Recteur Armel PECHEUL
Le texte qui suit du Docteur G.WETTSTEIN-BADOUR est celui de la conférence qui a suivi notre Assemblée générale du 7 mars. Il apporte sur le fonctionnement de l’œil dans la lecture, des précisions d’un grand poids en faveur des méthodes alphabétiques.
Conférence du Docteur G. WETTSTEIN-BADOUR
C’est toujours un grand plaisir pour moi de me retrouver parmi vous et je remercie bien vivement Enseignement et Liberté - qui m’a fait l’honneur de me décerner en 1994 son prix pour mon premier ouvrage - de me permettre de m’exprimer sur le sujet qui mobilise mon action depuis plus de trente ans : l’évolution des connaissances concernant le fonctionnement du cerveau dans la lecture et les conséquences qui en découlent sur le plan pédagogique.

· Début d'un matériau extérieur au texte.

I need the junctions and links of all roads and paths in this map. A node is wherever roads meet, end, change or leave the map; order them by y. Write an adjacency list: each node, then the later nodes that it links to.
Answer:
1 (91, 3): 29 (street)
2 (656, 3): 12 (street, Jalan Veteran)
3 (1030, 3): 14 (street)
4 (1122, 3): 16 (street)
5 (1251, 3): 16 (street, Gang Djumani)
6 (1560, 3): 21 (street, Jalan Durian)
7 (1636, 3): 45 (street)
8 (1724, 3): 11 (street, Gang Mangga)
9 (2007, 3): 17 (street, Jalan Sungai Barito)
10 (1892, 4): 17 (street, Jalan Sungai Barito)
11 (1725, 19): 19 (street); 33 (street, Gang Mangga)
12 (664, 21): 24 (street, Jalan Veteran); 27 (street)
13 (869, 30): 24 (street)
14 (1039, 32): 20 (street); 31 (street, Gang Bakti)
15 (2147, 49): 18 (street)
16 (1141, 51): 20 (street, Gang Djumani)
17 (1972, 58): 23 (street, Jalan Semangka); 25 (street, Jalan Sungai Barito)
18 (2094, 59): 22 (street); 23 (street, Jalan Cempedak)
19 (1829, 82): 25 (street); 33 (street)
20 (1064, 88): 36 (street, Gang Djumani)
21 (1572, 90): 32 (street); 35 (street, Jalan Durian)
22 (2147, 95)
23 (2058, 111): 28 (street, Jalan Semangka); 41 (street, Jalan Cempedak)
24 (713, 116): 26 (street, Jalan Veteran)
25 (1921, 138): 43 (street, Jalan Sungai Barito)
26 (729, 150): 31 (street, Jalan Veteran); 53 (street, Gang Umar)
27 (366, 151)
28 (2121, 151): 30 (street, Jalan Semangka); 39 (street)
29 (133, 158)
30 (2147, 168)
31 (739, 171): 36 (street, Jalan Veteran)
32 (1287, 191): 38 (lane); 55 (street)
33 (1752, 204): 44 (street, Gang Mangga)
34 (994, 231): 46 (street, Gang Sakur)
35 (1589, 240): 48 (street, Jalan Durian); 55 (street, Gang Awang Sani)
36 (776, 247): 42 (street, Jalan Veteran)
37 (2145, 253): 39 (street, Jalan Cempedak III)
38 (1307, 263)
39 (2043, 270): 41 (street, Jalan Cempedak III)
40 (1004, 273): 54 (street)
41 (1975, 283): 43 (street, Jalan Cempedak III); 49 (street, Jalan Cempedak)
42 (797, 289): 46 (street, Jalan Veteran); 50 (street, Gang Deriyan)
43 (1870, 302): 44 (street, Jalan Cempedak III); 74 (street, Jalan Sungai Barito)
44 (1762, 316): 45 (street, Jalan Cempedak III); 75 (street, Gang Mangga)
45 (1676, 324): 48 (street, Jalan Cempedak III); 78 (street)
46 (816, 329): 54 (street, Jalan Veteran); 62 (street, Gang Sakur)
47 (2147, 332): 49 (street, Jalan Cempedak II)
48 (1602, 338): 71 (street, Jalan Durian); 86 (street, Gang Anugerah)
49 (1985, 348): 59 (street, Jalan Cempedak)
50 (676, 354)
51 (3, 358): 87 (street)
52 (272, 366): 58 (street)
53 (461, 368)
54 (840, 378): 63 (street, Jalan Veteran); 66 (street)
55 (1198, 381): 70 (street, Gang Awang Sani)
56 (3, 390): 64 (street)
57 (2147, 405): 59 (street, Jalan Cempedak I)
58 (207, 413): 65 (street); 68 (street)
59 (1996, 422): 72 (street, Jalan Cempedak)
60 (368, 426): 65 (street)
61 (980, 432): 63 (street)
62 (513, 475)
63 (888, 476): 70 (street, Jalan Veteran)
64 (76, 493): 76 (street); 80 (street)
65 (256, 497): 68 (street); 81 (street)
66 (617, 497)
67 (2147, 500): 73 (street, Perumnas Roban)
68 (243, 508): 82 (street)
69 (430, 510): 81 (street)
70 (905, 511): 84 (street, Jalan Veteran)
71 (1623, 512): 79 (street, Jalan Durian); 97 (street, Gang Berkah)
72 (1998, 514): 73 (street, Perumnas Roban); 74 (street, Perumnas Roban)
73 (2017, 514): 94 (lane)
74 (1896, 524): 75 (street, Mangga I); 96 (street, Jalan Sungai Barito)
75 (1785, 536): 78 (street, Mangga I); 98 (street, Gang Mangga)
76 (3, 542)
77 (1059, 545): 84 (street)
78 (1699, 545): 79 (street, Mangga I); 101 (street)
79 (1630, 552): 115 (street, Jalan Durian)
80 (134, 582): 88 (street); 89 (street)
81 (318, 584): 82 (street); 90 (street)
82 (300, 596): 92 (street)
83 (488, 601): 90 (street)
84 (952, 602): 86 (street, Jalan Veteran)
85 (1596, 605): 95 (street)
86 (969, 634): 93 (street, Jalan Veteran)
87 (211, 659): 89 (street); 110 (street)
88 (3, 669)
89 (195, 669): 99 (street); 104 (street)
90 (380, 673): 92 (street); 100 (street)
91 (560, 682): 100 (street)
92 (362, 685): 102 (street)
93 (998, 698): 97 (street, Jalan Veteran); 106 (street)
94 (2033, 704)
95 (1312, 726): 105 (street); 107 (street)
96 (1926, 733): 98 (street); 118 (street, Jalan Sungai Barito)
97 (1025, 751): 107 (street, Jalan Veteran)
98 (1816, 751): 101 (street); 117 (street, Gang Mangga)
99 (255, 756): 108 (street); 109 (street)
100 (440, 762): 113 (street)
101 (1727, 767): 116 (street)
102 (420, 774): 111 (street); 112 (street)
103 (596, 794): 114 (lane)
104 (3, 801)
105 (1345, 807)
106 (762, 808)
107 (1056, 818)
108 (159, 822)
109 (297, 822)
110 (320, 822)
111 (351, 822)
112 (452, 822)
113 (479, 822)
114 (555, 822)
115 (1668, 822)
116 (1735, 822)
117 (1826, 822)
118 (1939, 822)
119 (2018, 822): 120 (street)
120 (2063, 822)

Je ne reviendrai pas sur la réforme voulue par M. de ROBIEN qui souhaitait l’arrêt définitif des méthodes dites globales et apparentées. Comme vous l’ont démontré très clairement les orateurs qui m’ont précédée, l’arrêté du 23 mars 2006 pris par le ministre de l’éducation nationale, est en contradiction totale avec les déclarations de sa circulaire de janvier 2006 et aboutit à officialiser l’usage des pédagogies qu’il voulait interdire et à interdire celles qu’il voulait imposer ! Il faut espérer que le recours déposé par Enseignement et Liberté permettra de mettre fin à cette situation ubuesque mais, dans l’immédiat, la triste réalité est là : rien n’a changé dans les classes à la rentrée de septembre dernier et rien ne changera dans un proche avenir. Les mêmes méthodes et manuels sont utilisés dans les classes de CP et les maîtres qui souhaitent enseigner avec des pédagogies alphabétiques sont tout aussi « hors la loi » aujourd’hui qu’ils l’étaient hier car les programmes de 2002, que cet arrêté ne modifie pas, restent seuls légaux.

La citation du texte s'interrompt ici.